Work task> Where does the word "имени" occur in the data below? Copy each line that holds it.

Source material>
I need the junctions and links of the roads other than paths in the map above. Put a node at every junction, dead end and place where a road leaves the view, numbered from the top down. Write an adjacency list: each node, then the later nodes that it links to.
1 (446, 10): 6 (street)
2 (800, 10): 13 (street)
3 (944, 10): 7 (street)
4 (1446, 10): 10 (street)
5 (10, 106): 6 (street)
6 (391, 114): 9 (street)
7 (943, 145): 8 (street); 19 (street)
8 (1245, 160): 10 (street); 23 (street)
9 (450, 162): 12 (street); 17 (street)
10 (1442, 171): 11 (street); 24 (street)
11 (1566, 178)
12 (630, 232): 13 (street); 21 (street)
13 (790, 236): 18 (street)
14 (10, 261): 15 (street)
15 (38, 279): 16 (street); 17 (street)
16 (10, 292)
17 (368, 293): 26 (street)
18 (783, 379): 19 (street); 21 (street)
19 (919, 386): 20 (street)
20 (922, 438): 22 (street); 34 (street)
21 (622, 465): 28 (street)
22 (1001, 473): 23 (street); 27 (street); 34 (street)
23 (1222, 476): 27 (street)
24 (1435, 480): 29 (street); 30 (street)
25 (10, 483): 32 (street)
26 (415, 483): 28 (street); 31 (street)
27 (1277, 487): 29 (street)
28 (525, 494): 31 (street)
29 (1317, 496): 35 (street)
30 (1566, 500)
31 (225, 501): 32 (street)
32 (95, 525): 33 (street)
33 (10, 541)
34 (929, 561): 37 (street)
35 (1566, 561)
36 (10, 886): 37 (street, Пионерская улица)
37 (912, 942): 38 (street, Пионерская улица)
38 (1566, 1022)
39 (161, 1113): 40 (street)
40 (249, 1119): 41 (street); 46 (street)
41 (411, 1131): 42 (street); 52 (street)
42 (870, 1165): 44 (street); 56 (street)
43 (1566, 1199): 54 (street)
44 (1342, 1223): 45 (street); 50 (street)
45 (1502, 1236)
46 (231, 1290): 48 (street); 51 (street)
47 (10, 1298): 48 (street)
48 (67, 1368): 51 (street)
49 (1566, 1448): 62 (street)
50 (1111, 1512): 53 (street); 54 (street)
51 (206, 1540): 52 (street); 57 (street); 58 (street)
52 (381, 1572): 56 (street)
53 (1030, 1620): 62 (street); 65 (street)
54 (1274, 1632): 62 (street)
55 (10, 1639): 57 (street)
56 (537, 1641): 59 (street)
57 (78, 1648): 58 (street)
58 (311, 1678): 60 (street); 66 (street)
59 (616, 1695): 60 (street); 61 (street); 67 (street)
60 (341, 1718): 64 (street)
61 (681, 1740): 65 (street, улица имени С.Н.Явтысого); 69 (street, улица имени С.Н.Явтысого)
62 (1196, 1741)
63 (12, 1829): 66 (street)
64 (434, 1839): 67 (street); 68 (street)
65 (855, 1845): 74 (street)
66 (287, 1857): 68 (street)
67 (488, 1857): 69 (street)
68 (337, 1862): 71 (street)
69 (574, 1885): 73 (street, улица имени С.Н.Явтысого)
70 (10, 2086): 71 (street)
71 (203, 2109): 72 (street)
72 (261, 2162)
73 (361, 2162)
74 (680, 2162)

Written solution>
61 (681, 1740): 65 (street, улица имени С.Н.Явтысого); 69 (street, улица имени С.Н.Явтысого)
69 (574, 1885): 73 (street, улица имени С.Н.Явтысого)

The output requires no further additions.